Margaret Hamburg to Resign as FDA Commissioner
By Aaron Krol
February 5, 2015 | Reuters has broken the news that Margaret Hamburg, Commissioner of the Food and Drug Administration since 2009, will be retiring from her post this March, with an official announcement from the White House expected on Friday. Stephen Ostroff, Chief Scientist of the FDA, will reportedly serve as acting commissioner while the Obama administration searches for a permanent successor.
Hamburg's tenure as head of the FDA has been hugely consequential, as the agency has evolved to respond to the long pharmaceutical innovation drought of the 2000's, when new approved drugs came at a trickle and represented few major breakthroughs for patients. Armed with experimental new tools like the breakthrough therapy designation, which creates short-track routes to approval for drugs with the most promising early clinical data, and priority review vouchers, the FDA has earned at least part of the praise for a recent upswing in bringing novel drugs to market, including near-record years for drug approvals in 2012 and 2014. And while the FDA can't take credit for how transformative some of these drugs have been — such as the curative Hepatitis C therapy Sovaldi, new classes of immuno-oncology drugs like Keytruda, and Kalydeco, a poster child for genomic medicine that targets cystic fibrosis mutations — the agency has adapted quickly to the challenges of reviewing new biologic therapies that might involve narrowly targeted companion diagnostics and ultra-rare indications. One reflection of the success of new review strategies is that Congress is now looking to expand them, with major new powers for expedited review included in the draft 21st Century Cures Act.
Hamburg's FDA has also been aggressive in asserting its role in the era of genomic medicine. The agency has taken firm, and controversial, stands on subjects like direct-to-consumer marketing of genetic health tests (banning 23andMe's Personal Genome Service) and the proliferation of non-FDA-cleared sequencing tests (planning to end the "laboratory developed test" exemption from FDA oversight). At the same time, the agency has tried to be flexible in its review process for those companies who want to move genomic technologies through traditional regulatory paths, and new review approaches have opened the door for large numbers of molecular diagnostics and the first FDA-cleared next-generation sequencer.
Outside the realm of drugs and medical devices, Hamburg has also overseen an expansion of the FDA into broader public health concerns. The Tobacco Control Act of 2009 gave the agency the authority to regulate tobacco products for the first time, while the 2010 Affordable Care Act allowed the agency to regulate trans fats and require calorie counts on menus, a signal that the FDA's mandate over food safety will continue to grow beyond adulterants and into nutrition.

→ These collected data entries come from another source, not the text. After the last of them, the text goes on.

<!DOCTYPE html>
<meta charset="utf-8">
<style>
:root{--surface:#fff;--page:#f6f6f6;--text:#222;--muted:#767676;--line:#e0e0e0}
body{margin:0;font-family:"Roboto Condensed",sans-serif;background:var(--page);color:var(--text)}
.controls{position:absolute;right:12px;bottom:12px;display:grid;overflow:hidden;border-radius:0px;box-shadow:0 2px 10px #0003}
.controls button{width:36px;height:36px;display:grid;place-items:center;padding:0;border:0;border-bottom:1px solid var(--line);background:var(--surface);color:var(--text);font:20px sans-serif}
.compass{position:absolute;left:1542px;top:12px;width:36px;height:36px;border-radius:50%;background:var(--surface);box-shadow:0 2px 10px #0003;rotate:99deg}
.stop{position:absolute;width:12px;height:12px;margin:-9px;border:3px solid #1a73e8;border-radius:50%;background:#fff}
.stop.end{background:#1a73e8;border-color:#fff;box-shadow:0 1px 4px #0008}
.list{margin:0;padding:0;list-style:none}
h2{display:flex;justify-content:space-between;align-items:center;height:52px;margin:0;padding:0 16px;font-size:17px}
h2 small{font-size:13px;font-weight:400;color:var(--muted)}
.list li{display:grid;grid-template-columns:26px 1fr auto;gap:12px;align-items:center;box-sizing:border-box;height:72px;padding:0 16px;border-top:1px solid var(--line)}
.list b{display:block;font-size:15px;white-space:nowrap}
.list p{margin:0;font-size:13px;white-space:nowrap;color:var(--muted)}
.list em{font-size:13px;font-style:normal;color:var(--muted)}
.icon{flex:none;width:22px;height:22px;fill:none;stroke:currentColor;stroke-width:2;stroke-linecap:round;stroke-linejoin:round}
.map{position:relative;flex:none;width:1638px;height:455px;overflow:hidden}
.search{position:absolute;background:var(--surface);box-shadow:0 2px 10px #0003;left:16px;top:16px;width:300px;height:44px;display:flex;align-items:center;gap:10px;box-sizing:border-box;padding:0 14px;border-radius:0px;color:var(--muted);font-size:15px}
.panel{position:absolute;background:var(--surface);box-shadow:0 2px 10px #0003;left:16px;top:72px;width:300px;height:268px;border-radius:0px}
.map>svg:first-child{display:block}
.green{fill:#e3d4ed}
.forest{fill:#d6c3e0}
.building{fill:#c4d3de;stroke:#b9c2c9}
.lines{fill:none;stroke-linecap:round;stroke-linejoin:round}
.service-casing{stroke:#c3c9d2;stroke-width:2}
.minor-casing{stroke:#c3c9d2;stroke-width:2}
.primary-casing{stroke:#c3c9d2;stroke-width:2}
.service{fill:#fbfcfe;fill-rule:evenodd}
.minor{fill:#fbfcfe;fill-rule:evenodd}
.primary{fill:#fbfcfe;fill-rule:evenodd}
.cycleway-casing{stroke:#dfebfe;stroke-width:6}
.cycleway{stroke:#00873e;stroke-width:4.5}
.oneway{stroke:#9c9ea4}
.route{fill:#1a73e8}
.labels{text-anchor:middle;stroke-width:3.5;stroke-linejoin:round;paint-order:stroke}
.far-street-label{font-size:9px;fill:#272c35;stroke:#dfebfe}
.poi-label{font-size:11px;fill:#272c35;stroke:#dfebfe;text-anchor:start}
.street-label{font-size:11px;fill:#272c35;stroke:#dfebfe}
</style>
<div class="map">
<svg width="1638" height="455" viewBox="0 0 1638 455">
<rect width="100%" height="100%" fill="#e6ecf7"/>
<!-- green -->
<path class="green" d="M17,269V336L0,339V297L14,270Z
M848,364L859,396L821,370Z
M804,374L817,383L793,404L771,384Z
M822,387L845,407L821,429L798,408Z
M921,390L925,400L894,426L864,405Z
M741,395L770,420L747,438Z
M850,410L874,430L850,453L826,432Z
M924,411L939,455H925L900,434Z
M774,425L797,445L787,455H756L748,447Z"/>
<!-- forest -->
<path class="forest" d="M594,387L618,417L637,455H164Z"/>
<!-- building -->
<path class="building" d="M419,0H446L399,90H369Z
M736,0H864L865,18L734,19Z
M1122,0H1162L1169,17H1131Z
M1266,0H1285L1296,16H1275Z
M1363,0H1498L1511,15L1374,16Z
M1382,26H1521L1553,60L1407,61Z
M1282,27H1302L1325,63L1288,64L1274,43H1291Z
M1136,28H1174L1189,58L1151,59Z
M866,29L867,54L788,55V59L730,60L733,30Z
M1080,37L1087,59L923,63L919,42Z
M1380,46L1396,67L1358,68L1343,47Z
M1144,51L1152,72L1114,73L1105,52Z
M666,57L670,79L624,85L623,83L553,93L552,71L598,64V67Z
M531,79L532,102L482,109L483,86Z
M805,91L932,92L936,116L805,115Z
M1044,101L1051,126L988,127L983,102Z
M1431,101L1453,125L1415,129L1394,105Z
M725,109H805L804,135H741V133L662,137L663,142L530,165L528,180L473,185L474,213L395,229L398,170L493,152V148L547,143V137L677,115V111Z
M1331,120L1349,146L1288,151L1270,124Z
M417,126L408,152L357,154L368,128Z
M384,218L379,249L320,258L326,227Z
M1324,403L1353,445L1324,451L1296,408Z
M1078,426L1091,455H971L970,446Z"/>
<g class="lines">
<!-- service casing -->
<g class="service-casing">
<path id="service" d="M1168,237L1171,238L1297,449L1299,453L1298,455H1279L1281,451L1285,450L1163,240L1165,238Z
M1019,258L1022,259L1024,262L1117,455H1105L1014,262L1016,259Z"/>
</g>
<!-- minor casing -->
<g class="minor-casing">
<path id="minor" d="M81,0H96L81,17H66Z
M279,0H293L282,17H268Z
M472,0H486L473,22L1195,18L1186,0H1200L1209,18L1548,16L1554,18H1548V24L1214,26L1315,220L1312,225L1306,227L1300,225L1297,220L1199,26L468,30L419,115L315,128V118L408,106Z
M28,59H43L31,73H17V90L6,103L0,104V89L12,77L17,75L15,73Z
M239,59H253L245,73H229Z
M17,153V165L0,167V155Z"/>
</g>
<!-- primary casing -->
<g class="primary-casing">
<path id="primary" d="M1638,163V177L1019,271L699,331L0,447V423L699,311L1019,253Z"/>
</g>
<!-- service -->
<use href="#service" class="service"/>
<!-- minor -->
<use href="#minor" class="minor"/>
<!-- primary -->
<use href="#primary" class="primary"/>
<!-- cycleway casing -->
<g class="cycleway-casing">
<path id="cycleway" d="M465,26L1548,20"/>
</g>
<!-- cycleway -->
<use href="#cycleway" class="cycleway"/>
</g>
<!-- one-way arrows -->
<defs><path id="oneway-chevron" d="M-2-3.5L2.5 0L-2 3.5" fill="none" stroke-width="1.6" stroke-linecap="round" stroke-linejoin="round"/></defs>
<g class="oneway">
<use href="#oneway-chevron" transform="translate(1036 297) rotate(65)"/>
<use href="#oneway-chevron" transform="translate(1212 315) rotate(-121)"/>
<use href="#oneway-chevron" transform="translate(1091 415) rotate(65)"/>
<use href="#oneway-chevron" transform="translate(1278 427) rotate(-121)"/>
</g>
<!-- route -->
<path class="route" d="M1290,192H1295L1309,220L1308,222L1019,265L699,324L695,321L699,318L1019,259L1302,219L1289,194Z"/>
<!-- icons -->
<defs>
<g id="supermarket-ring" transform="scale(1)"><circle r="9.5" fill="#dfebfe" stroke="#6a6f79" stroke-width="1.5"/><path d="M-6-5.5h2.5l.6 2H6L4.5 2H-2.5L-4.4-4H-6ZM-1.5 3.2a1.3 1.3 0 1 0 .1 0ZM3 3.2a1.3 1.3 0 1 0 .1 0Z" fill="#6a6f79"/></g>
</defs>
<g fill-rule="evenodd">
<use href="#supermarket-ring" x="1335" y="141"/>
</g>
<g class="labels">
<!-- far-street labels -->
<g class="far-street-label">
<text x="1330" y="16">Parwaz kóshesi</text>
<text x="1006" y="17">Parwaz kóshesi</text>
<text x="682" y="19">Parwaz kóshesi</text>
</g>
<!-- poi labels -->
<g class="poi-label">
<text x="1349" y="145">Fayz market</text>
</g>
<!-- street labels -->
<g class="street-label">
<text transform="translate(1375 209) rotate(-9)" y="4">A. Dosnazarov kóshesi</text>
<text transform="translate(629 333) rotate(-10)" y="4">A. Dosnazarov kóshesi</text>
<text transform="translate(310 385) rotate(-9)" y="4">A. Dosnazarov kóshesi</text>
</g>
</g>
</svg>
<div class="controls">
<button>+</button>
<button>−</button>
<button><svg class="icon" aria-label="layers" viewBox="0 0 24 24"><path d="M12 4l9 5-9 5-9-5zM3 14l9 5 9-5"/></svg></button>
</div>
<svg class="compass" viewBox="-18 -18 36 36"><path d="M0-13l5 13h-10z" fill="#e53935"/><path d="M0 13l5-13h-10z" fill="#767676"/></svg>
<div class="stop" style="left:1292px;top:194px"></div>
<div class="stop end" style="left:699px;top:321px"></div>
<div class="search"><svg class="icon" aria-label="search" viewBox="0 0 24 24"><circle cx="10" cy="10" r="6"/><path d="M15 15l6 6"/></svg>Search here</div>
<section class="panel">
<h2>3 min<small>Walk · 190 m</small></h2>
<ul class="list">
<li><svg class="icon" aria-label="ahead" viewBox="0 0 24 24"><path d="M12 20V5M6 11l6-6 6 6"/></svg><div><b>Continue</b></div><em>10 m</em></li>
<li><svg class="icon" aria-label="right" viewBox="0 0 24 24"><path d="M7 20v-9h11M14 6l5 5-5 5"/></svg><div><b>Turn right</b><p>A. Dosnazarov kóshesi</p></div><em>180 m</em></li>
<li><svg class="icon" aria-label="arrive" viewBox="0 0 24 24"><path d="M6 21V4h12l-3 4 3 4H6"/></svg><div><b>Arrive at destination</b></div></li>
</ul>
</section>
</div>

Although Hamburg's resignation has not yet been made official, there is already a presumed front runner to succeed her. Robert Califf, a Duke University physician who has headed both the Duke Translational Medicine Institute and the Duke Clinical Research Institute, was previously considered for the post of commissioner in 2009 and is joining the FDA this month as Deputy Commissioner of the Office of Medical Products and Tobacco, the most powerful and influential office in the agency. Califf's leadership roles at Duke have given him experience both in helping to shepherd drugs through clinical trials, and in bridging the gap between academic medical science and drug development, a subject that both President Obama and NIH Director Francis Collins have taken to heart. If he is tapped for the job, his ties to pharma companies through his clinical trials work are likely to come under question during Senate confirmation hearings.
While Hamburg has not shared her reasons for stepping down, her six-year tenure has been one of the longest in FDA history. She will leave behind a notably more agile FDA, but one that is, as always, embroiled in difficult questions about how to balance protecting patients against encouraging innovation. New challenges for the next commissioner are likely to include addressing the medical device market, where the FDA lacks the assortment of tools it has for reviewing new drugs; working with unprecedented volumes of data as genomic medicine continues to pick up speed; and repairing a disjointed food safety system where responsibilities are shared across too many agencies.